In 1954, he met Karl Löwith and Hans-Georg Gadamer in Heidelberg and delivered a public speech on Socrates. He had received a call for a temporary lectureship in Hamburg in 1965 and received and accepted an honorary doctorate from the University of Hamburg and the German Order of Merit via the German representative in Chicago. In 1969, Strauss moved to Claremont McKenna College in California for a year, and then to St. John's College, Annapolis in 1970, where he was the Scott Buchanan Distinguished Scholar in Residence until his death from pneumonia in 1973. He was buried in Annapolis Hebrew Cemetery, with his wife Miriam Bernsohn Strauss, who died in 1985. Psalm 114 was read in the funeral service at the request of family and friends.
Thought
Strauss's thought can be characterized by two main themes: the critique of modernity and the recovery of classical political philosophy. He argued that modernity, which emerged among the 15th century Italian city states particularly in the writings of Niccolò Machiavelli, was a radical break from the tradition of Western civilization, and that it led to a crisis of nihilism, relativism, historicism, and scientism. He claimed that modern political and social sciences, which were based on empirical observation and rational analysis, failed to grasp the essential questions of human nature, morality, and justice, and that they reduced human beings to mere objects of manipulation and calculation. He also criticized modern liberalism, which he saw as a product of modernity, for its lack of moral and spiritual foundations, and for its tendency to undermine the authority of religion, tradition, and natural law.To overcome the crisis of modernity, Strauss proposed a return to the classical political philosophy of the ancient Greeks and the medieval thinkers, who he believed had a deeper and more comprehensive understanding of human nature and society. He advocated a careful and respectful reading of the classical texts, arguing that their authors wrote in an esoteric manner, which he called "the art of writing". He suggested that the classical authors hid their true teachings behind a surface layer of conventional opinions, in order to avoid persecution and to educate only the few who were capable of grasping them, and that they engaged in a dialogue with each other across the ages. Strauss called this dialogue "the great conversation", and invited his readers to join it.

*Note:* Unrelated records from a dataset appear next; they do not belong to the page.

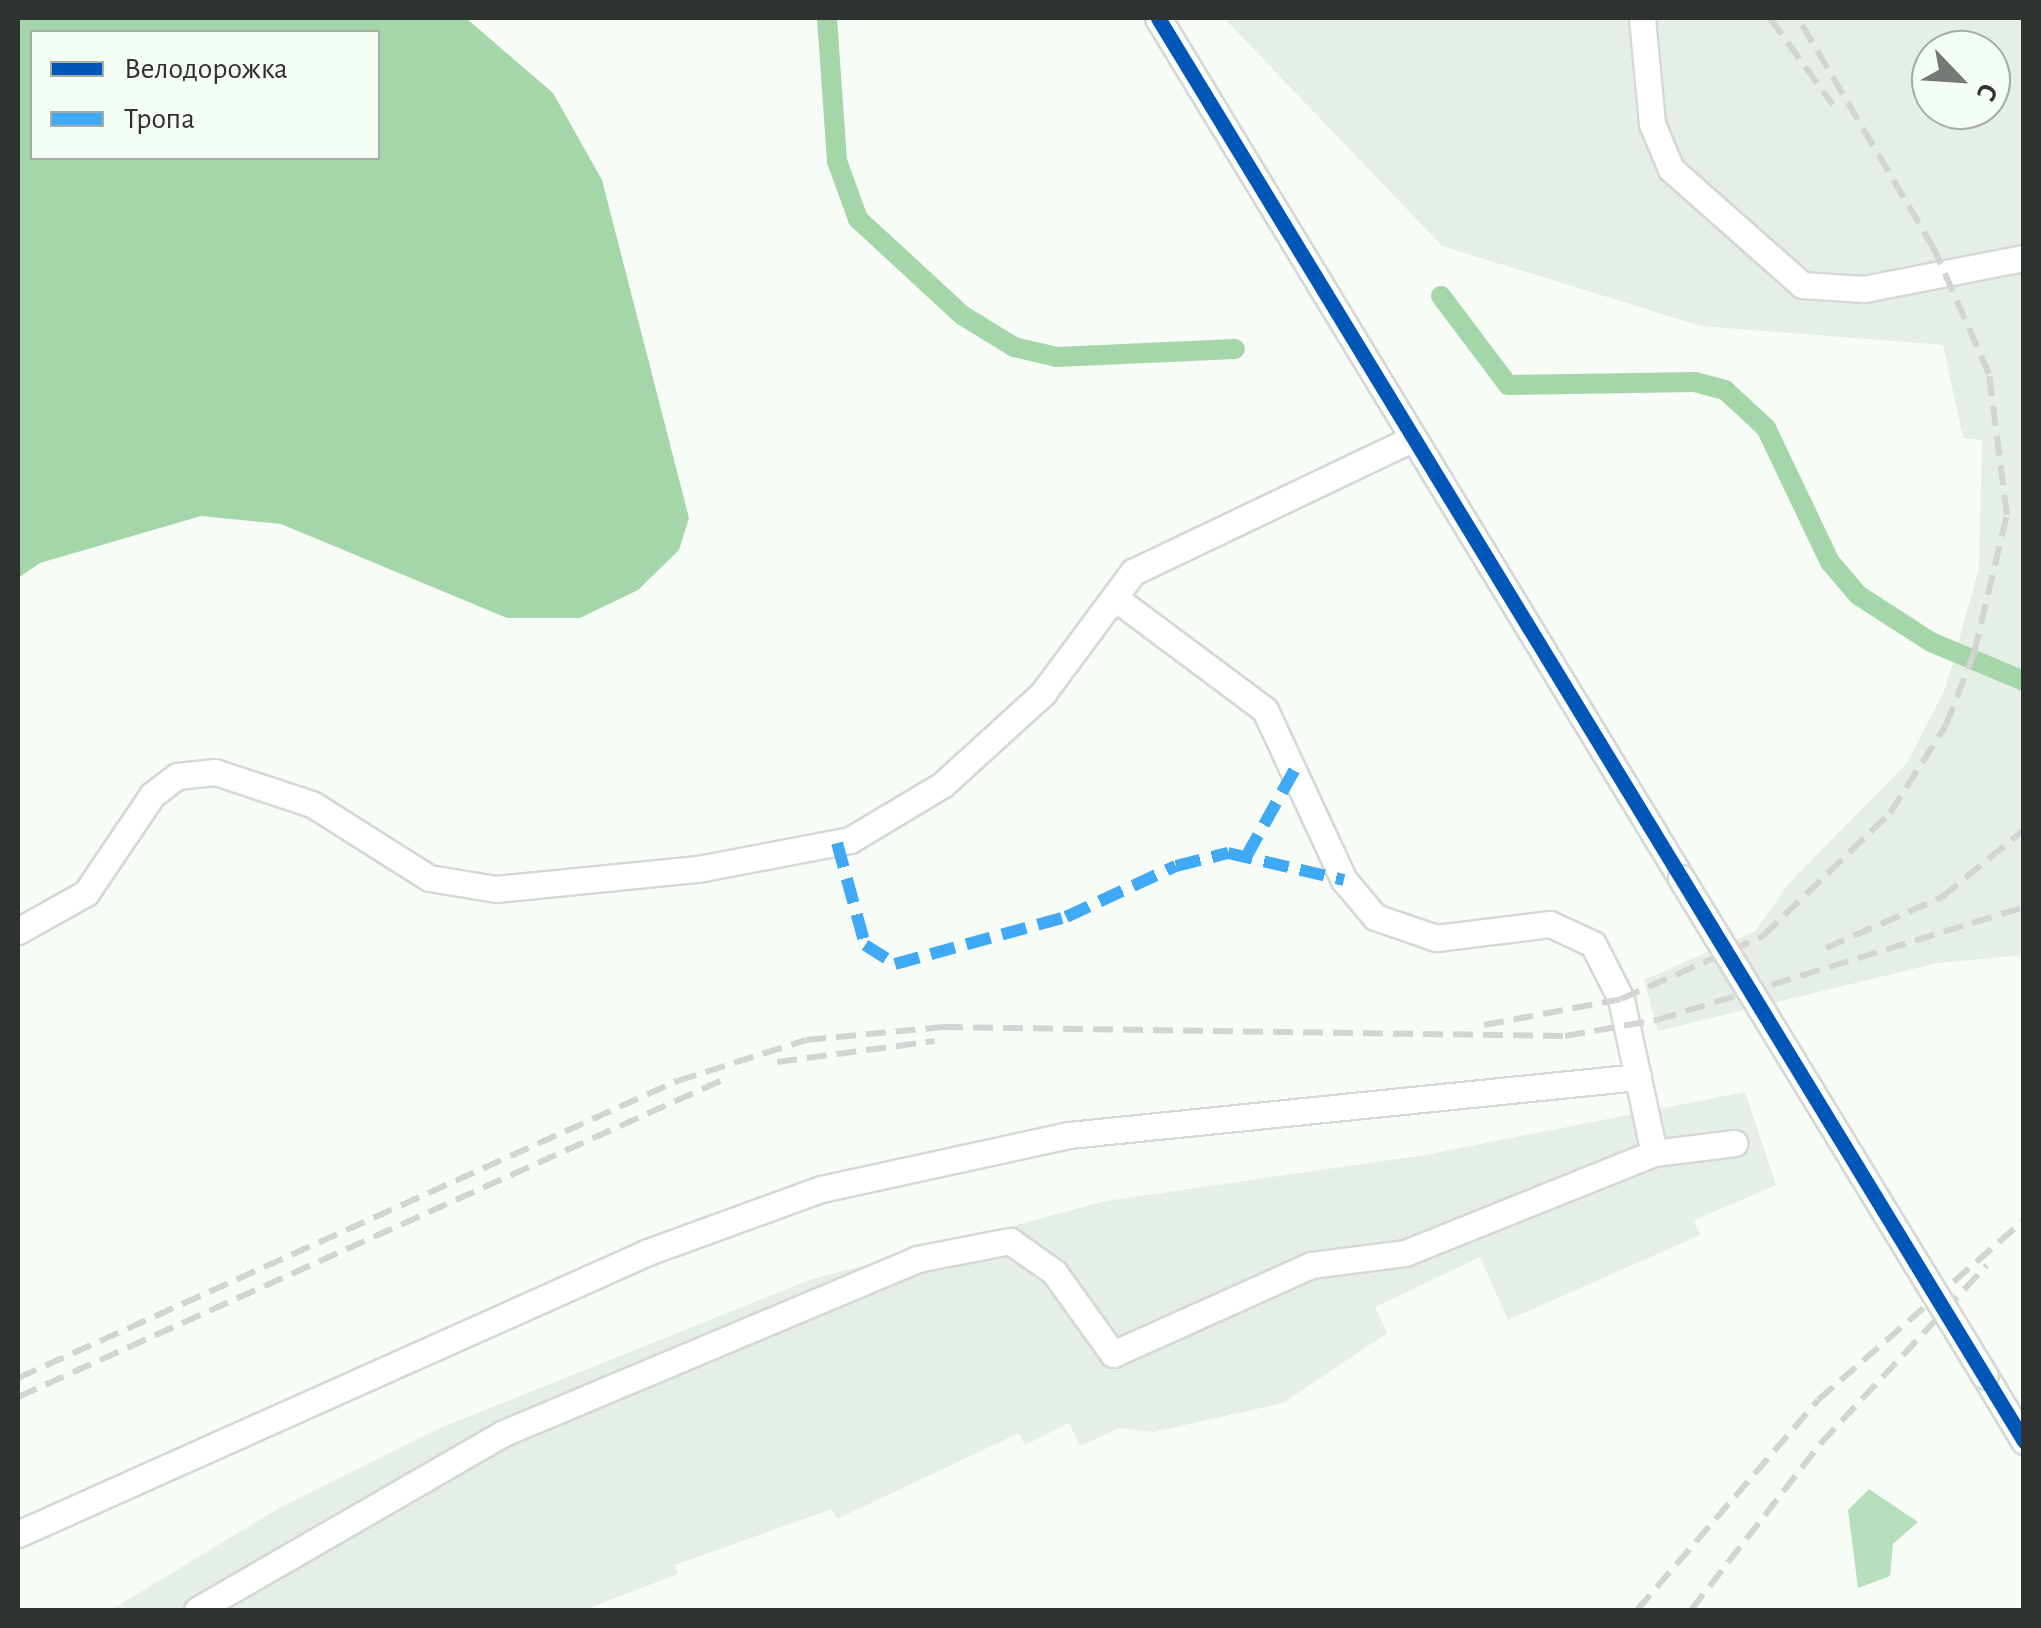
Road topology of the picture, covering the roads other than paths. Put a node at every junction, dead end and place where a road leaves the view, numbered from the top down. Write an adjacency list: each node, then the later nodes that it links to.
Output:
1 (1158, 18): 4 (street)
2 (1642, 18): 3 (street)
3 (2024, 258)
4 (1412, 438): 5 (street); 10 (street, bridge)
5 (1115, 598): 6 (street); 7 (street)
6 (18, 931)
7 (1638, 1077): 9 (street); 11 (street)
8 (1734, 1143): 9 (street)
9 (1654, 1153): 12 (street)
10 (2024, 1441)
11 (18, 1534)
12 (197, 1610)

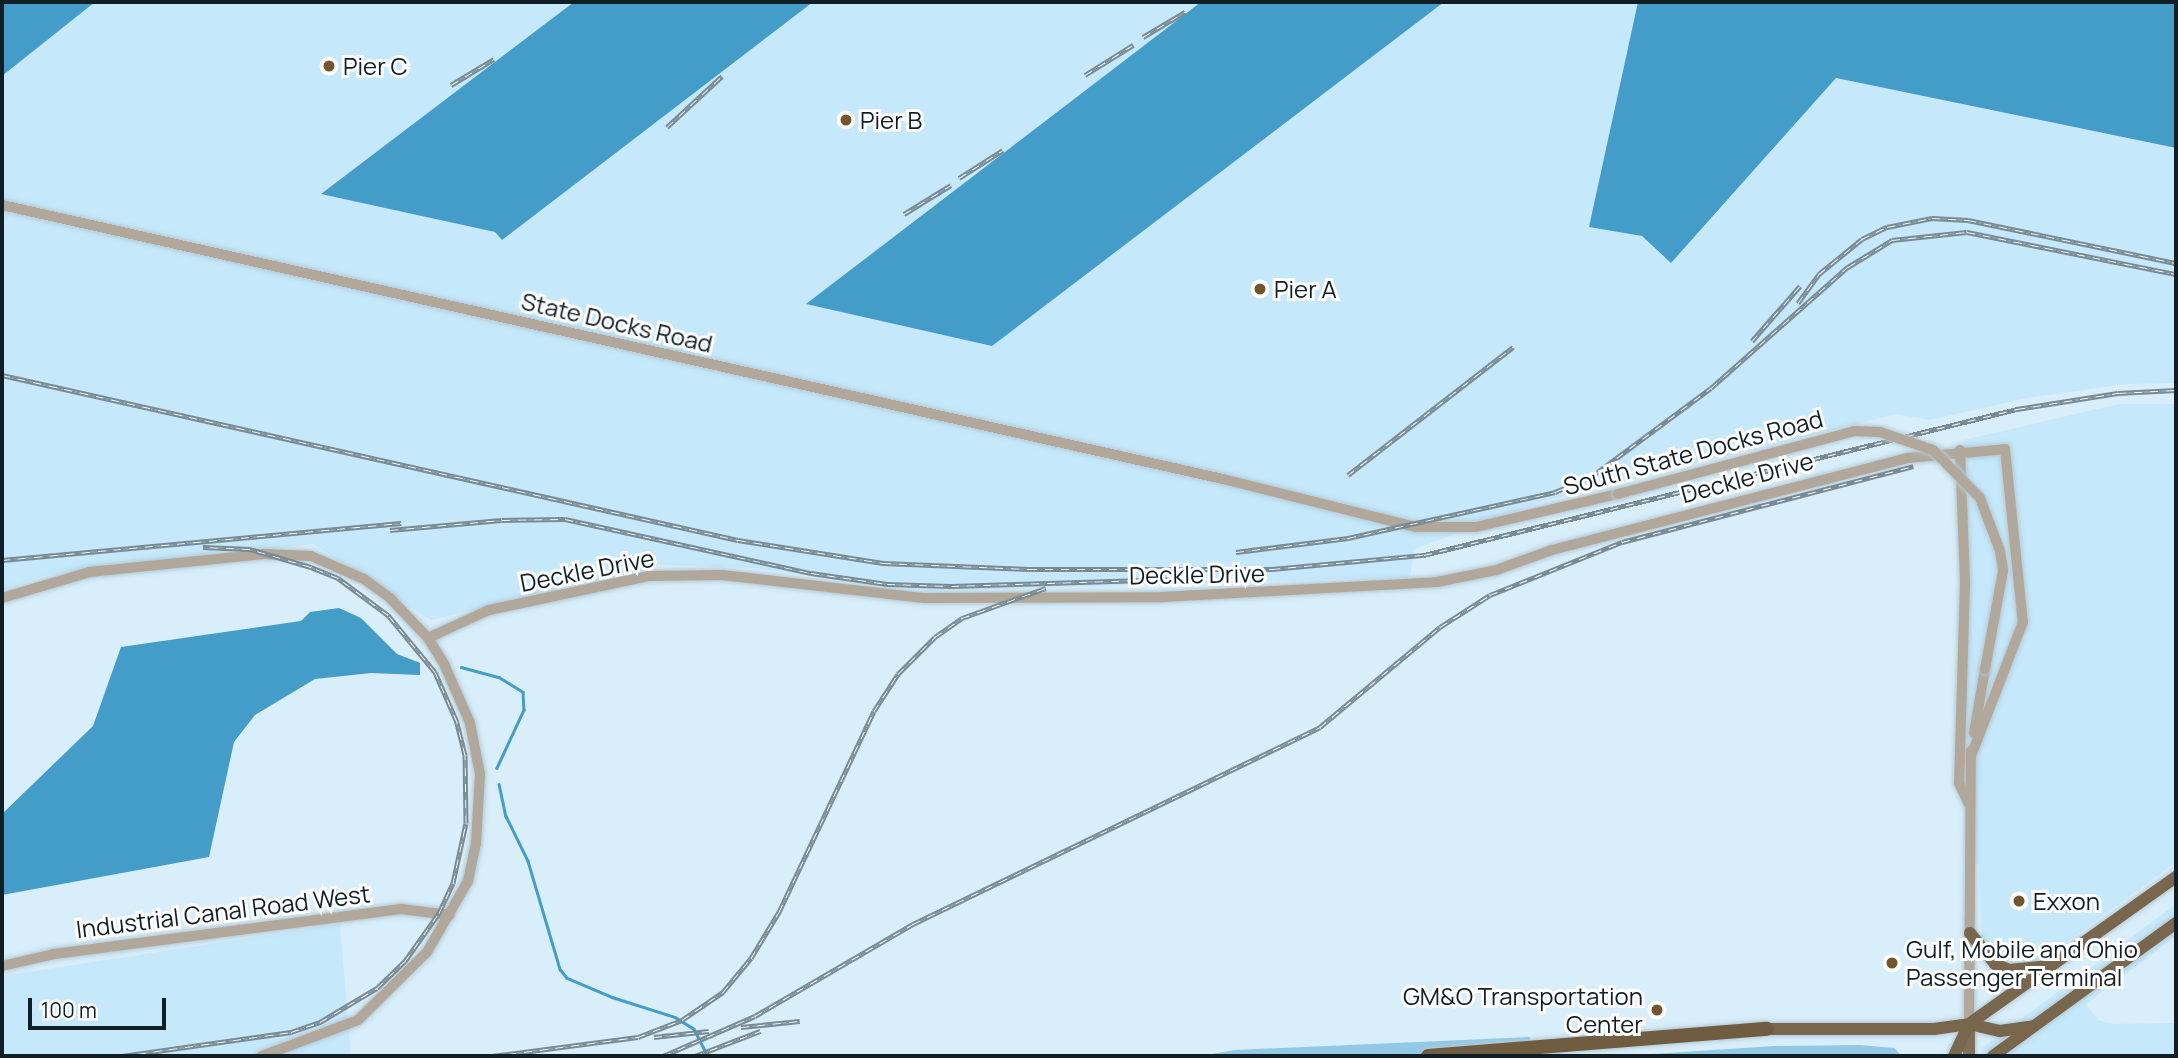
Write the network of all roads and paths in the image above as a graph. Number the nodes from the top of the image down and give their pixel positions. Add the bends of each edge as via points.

Strauss's interpretation of the classical political philosophy was influenced by his own Jewish background and his encounter with Islamic and Jewish medieval philosophy, especially the works of Al-Farabi and Maimonides. He argued that these philosophers, who lived under the rule of Islam, faced similar challenges as the ancient Greeks. He also claimed that these philosophers, who were both faithful to their revealed religions and loyal to the rational pursuit of philosophy, offered a model of how to reconcile reason and revelation, philosophy and theology, Athens and Jerusalem.